WASHINGTON D.C. (BRAIN)—The National Retail Federation praised the Senate for this week's passage of legislation that would protect retailers and restaurants from frivolous lawsuits over credit card expiration dates printed on customers' receipts.
"If the National Retail Federation says this is good for retailers, it probably is," said Fred Clements, executive director of the National Bicycle Dealers Association. "Expiration dates and frivolous lawsuits—always a bad combination in my book."
The legislation would protect merchants from lawsuits for expiration dates printed between the time a rule in the Fair and Accurate Credit Transactions Act (FACTA) went into effect in December 2006 and the time the measure is signed into law. But merchants would still be required to both truncate card numbers and leave off expiration dates going forward.
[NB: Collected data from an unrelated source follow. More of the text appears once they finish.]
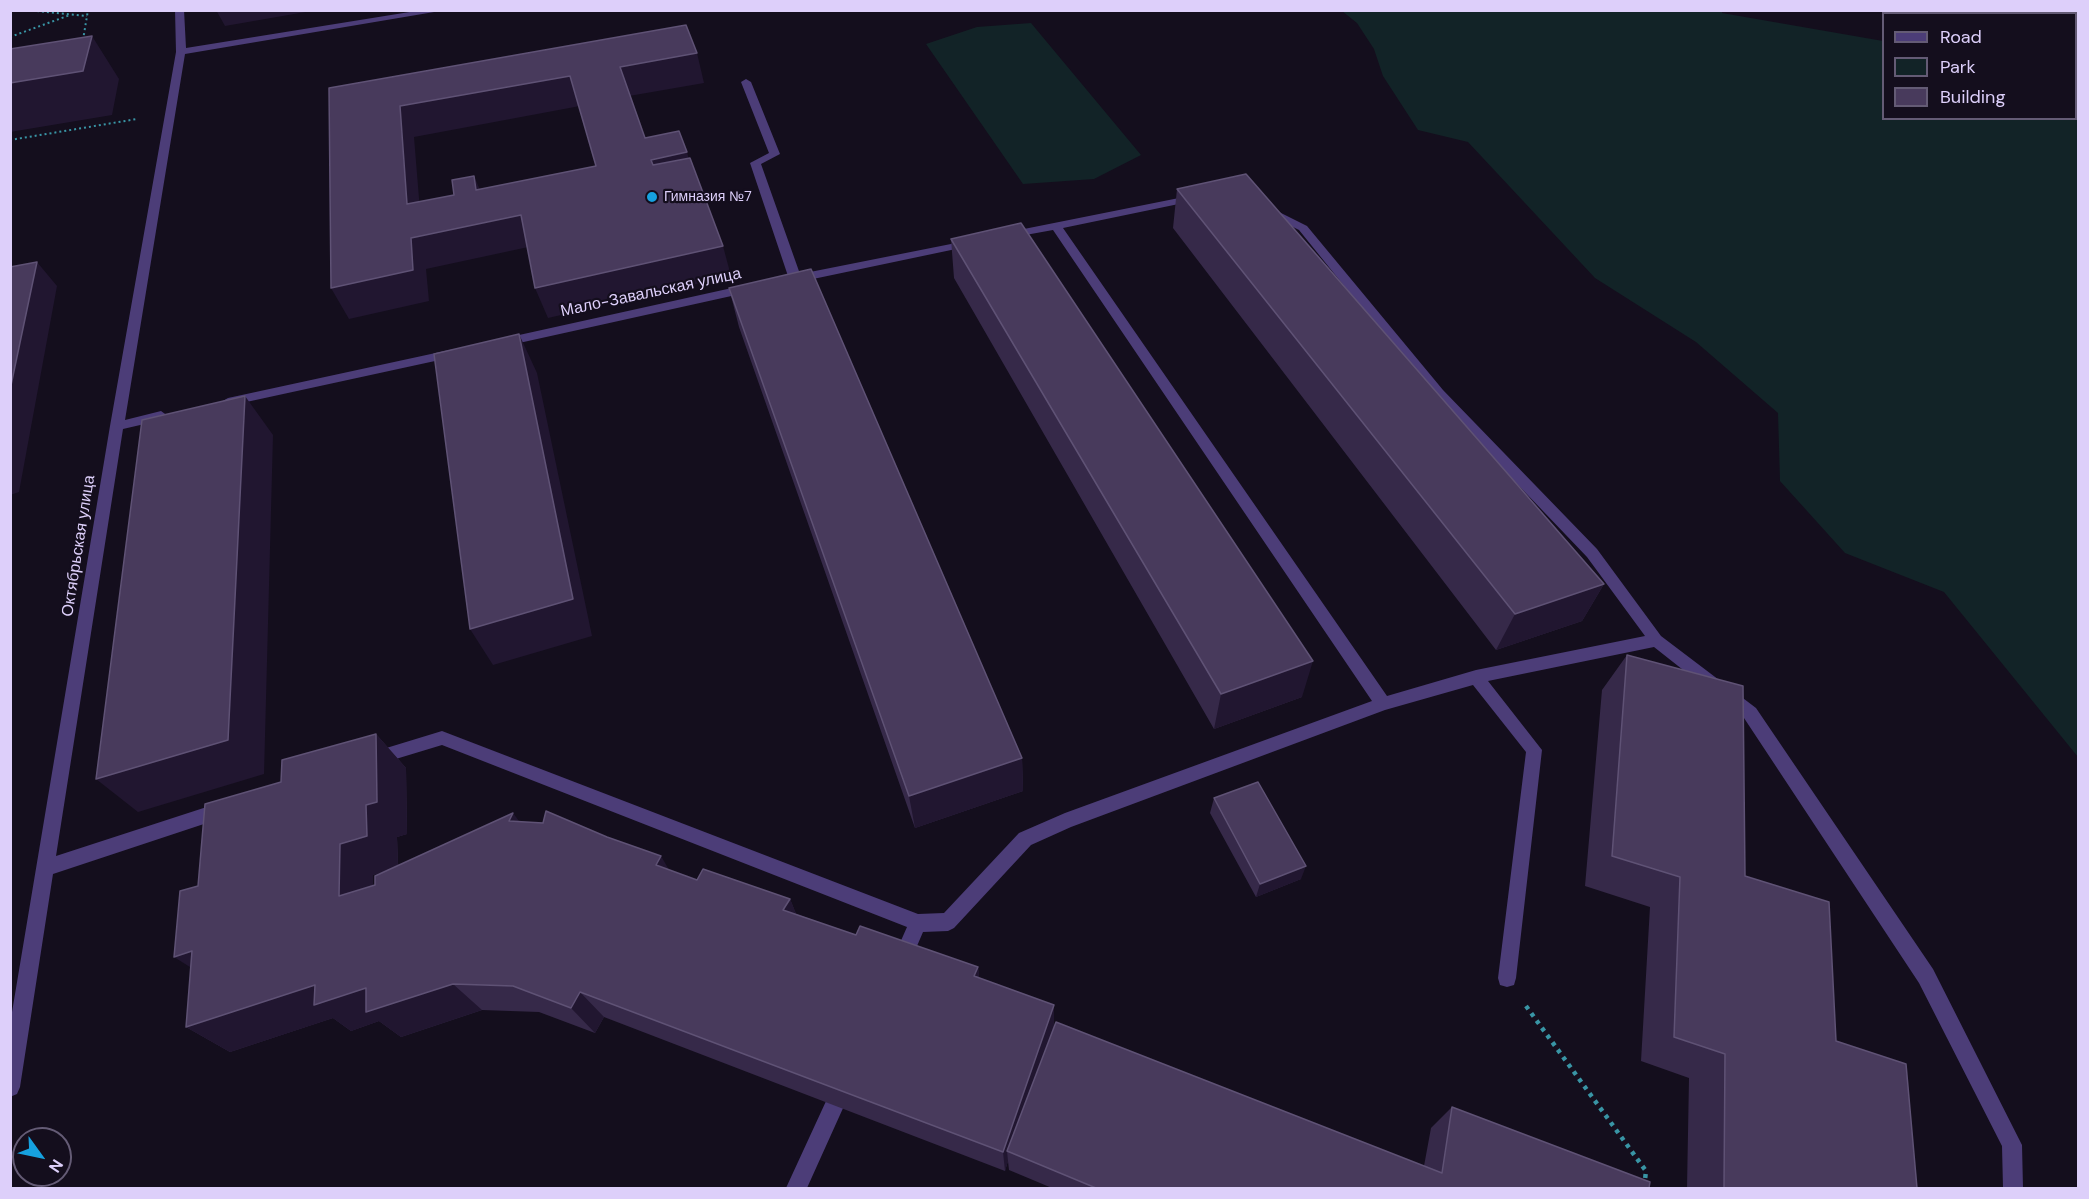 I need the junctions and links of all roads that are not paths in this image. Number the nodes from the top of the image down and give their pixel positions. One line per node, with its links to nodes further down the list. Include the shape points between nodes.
1 (179, 10): 3 (street, Октябрьская улица)
2 (442, 10): 3 (street)
3 (181, 52): 13 (street, Октябрьская улица)
4 (746, 82): 7 (street, via 775,154 755,163 789,280)
5 (1206, 195): 7 (street)
6 (1250, 201): 14 (street, via 1304,228 1438,393 1592,553)
7 (1056, 226): 16 (street)
8 (761, 286): 9 (street, Мало-Завальская улица)
9 (488, 346)
10 (465, 351): 11 (street)
11 (210, 406)
12 (175, 413): 13 (street)
13 (117, 426): 19 (street, Октябрьская улица)
14 (1656, 640): 15 (street); 26 (street, via 1750,713 1926,976 2012,1145)
15 (1476, 677): 16 (street); 22 (street, via 1534,750)
16 (1383, 704): 20 (street, via 1025,839 948,922)
17 (356, 764): 20 (street, via 442,738)
18 (235, 806): 19 (street)
19 (46, 868): 23 (street, Октябрьская улица)
20 (918, 923): 21 (street)
21 (899, 965)
22 (1507, 978)
23 (10, 1087)
24 (834, 1106): 25 (street)
25 (796, 1188)
26 (2013, 1188)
"The confusing manner in which this provision was written has caused hundreds of retailers and restaurants to inadvertently run afoul of the law," NRF senior vice president and general counsel Mallory Duncan said. "The vast majority of merchants made a good faith effort to comply with the law by truncating credit card numbers but were unaware of Congress' apparent intent that expiration dates be omitted. Including expiration dates on receipts has done nothing to put consumers at risk, but opportunistic attorneys have nonetheless seized on this ambiguity in the law to file lawsuits that threaten innocent businesses with hundreds of millions of dollars in penalties. This legislation will put a stop to that effort to shake down America's merchants."
The bill says a business that printed an expiration date on a receipt over the past 18 months cannot be found in violation of the Fair Credit Reporting Act as long as the merchant truncated the customer's credit card to no more than the last five digits and complied with other FCRA requirements.
The measure now heads to President Bush for his signature.